Abstract

Background Asenapine is indicated in adults for acute treatment of manic or mixed episodes associated with bipolar I disorder with or without psychotic features. This randomized, double-blind, placebo-controlled trial assessed the efficacy, safety, and tolerability of asenapine in bipolar I disorder. Methods Adults experiencing manic or mixed episodes were randomized to 3 weeks of flexible-dose treatment with sublingual asenapine (day 1: 10 mg BID, 5 or 10 mg BID thereafter; n = 185), placebo ( n = 98), or oral olanzapine (day 1: 15 mg QD, 5–20 mg QD thereafter; n = 205). Primary efficacy, YMRS total score change from baseline to day 21, was assessed using ANCOVA with last observation carried forward. Results Mean daily doses were 18.4 mg asenapine and 15.9 mg olanzapine. Least squares mean changes in YMRS total score on day 21 were significantly greater with asenapine than placebo (− 11.5 vs − 7.8; P < 0.007), with advantage seen as early as day 2 (− 3.2 vs − 1.7; P = 0.022).

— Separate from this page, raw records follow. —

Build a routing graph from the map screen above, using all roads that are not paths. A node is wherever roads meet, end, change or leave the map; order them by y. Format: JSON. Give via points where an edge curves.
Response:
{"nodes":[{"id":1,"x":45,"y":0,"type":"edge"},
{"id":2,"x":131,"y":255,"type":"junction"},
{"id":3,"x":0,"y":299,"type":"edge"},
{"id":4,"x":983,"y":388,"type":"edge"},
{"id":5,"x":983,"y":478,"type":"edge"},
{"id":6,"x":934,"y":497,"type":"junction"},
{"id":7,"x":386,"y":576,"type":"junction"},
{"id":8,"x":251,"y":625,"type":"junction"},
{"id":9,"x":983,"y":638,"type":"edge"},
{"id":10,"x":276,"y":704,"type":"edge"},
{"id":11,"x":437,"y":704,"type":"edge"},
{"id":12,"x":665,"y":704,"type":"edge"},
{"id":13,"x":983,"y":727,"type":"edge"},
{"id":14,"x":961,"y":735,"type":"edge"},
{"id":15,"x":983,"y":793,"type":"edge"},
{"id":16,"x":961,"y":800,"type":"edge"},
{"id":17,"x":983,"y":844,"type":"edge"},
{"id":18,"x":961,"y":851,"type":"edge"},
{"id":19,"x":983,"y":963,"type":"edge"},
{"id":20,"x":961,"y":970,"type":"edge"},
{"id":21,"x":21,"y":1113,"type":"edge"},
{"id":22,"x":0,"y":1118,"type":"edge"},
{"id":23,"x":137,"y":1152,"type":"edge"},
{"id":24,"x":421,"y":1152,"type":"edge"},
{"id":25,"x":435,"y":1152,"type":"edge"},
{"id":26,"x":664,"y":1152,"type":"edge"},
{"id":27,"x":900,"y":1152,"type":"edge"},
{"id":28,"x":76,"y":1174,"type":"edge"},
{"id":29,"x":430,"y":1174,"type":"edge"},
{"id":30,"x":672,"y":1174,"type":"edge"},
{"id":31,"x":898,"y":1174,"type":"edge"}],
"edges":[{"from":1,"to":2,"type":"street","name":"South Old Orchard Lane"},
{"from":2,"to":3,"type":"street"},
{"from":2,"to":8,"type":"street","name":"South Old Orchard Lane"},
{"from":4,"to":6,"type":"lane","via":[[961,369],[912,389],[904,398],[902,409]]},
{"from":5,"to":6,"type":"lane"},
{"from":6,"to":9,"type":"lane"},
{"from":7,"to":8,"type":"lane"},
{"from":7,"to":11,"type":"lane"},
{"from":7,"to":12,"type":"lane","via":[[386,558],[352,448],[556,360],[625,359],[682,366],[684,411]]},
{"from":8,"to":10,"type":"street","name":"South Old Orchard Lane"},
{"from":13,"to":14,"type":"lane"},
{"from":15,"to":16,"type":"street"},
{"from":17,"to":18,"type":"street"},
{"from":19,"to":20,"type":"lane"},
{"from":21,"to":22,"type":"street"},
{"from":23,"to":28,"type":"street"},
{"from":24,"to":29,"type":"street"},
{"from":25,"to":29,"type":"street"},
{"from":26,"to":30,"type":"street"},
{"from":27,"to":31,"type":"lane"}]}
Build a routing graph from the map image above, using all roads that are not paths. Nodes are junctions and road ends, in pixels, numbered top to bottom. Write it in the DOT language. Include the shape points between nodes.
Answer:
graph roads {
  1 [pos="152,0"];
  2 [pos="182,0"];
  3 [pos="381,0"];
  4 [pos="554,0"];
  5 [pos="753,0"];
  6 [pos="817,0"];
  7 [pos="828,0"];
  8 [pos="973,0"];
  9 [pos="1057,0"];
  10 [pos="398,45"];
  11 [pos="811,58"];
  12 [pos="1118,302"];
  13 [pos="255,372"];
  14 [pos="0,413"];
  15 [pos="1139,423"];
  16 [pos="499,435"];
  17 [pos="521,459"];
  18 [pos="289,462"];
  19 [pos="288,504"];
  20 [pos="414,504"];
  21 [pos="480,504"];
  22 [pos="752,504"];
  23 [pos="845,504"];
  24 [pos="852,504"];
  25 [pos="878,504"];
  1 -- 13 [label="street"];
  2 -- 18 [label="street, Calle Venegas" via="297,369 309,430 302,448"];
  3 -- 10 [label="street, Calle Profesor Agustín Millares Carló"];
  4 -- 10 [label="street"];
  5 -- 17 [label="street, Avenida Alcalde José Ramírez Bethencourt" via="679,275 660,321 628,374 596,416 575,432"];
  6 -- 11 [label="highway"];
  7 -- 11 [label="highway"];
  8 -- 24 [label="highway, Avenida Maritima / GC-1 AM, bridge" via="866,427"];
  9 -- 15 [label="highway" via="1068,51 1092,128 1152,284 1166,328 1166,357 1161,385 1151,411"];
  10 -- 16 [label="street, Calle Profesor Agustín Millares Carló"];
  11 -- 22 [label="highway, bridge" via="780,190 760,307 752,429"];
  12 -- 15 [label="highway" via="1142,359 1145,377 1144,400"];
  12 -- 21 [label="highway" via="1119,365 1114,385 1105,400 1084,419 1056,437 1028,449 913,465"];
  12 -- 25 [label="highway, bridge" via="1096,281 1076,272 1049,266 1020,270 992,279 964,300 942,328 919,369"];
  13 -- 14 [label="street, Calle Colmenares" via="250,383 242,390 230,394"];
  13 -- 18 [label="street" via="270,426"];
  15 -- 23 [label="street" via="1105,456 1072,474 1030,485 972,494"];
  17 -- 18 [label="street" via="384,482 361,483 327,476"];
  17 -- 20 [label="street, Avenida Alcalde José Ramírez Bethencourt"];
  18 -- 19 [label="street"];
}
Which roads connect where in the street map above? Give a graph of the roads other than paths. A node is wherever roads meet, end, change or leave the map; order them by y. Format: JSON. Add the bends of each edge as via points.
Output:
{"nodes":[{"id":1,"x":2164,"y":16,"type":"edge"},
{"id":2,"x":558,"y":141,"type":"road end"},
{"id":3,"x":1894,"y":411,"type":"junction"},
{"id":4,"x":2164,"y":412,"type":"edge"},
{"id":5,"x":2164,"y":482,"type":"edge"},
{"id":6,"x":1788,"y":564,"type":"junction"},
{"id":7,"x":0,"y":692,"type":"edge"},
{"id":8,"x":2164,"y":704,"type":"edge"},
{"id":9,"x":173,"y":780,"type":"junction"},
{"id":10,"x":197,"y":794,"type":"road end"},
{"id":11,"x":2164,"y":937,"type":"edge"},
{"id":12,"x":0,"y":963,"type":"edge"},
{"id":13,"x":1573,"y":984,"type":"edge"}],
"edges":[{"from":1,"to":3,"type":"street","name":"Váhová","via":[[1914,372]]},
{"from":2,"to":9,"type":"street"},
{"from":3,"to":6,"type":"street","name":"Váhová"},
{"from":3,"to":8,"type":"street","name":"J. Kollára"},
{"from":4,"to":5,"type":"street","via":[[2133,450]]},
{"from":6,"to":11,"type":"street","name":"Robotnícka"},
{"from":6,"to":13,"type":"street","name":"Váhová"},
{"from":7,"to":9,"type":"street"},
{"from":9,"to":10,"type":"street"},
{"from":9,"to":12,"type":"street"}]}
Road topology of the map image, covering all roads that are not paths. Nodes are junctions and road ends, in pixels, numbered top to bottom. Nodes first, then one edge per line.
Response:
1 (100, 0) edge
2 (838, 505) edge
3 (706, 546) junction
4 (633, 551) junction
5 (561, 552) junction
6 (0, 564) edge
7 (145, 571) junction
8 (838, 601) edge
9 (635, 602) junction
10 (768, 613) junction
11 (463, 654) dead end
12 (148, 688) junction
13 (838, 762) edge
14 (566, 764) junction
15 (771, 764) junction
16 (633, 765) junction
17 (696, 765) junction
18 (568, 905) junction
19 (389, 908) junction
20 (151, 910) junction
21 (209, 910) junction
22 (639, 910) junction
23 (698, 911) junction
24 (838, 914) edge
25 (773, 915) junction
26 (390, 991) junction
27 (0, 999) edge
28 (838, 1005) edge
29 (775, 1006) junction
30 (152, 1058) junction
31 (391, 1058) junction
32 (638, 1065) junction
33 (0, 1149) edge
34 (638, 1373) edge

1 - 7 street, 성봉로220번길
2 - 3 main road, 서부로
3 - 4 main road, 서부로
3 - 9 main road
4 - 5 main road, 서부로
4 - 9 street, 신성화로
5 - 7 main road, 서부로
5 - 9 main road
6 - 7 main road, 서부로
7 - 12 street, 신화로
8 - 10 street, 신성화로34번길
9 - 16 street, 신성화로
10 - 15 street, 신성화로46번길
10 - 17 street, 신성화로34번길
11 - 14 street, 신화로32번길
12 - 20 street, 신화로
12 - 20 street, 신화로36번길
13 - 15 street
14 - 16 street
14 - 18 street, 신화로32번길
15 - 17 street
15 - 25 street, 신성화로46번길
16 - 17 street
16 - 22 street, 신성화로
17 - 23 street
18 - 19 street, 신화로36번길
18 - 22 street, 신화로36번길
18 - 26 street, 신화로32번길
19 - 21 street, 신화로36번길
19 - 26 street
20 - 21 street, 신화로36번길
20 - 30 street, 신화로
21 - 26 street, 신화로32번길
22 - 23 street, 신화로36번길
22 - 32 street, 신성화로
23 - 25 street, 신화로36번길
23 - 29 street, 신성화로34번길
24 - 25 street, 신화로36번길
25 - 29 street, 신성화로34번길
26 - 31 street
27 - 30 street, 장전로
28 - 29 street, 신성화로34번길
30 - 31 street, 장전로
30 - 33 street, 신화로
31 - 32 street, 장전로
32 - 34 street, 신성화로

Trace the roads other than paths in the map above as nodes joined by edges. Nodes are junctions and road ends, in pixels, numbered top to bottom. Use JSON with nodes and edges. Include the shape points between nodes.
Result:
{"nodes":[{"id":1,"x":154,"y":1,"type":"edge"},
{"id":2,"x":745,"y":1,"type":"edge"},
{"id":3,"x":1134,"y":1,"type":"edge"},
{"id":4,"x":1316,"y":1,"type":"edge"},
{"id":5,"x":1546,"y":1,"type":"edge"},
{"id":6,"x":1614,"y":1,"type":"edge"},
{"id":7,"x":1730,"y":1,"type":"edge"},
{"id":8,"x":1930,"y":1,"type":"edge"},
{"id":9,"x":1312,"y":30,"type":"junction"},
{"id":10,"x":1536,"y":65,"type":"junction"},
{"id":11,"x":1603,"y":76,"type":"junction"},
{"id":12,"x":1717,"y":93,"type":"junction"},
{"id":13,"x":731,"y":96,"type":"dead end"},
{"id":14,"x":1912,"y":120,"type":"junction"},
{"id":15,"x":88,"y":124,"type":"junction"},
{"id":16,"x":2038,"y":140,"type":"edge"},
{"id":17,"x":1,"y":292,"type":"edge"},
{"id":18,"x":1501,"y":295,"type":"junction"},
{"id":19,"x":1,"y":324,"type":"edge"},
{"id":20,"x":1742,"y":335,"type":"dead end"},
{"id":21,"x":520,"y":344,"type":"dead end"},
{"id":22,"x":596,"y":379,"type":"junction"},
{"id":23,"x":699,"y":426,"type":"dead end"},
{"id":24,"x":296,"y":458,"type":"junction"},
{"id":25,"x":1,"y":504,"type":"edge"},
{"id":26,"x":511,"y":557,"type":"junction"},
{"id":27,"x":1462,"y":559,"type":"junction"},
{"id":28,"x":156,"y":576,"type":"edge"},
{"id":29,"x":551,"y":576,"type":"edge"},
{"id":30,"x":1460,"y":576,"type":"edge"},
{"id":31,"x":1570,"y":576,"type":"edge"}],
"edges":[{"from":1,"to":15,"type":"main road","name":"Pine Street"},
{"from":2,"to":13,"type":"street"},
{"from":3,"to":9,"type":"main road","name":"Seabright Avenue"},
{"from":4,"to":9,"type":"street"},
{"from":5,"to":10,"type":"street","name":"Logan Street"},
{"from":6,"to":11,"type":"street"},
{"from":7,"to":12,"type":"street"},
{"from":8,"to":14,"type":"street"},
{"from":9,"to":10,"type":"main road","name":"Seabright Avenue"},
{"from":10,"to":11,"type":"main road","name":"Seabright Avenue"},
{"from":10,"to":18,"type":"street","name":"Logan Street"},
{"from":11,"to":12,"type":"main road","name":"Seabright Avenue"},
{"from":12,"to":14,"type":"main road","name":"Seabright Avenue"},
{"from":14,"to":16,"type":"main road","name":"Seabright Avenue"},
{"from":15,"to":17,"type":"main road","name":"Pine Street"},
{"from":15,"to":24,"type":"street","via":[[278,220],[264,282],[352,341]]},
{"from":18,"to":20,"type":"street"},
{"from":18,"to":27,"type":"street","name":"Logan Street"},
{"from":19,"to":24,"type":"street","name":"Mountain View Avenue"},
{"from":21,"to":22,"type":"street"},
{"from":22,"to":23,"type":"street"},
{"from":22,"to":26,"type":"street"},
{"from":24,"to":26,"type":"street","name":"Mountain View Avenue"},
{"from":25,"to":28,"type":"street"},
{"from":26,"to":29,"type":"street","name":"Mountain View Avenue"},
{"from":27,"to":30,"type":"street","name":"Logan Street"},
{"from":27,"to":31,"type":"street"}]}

Changes with olanzapine on days 2 and 21 also exceeded placebo (both P < 0.0001). YMRS response and remission rates with olanzapine, but not asenapine, exceeded those of placebo. Incidence of EPS-related adverse events was 10.3%, 3.1%, and 6.8% with asenapine, placebo, and olanzapine, respectively; incidence of clinically significant weight gain (7.2%; 1.2%; 19.0%). Mean weight change (baseline to endpoint) was 0.9, 0.1, and 2.6 kg with asenapine, placebo, and olanzapine, respectively. Limitations As this short-term study was designed for comparisons with placebo, any comparisons between asenapine and olanzapine should be interpreted cautiously. Conclusions Asenapine was superior to placebo in reducing YMRS total score and was well tolerated.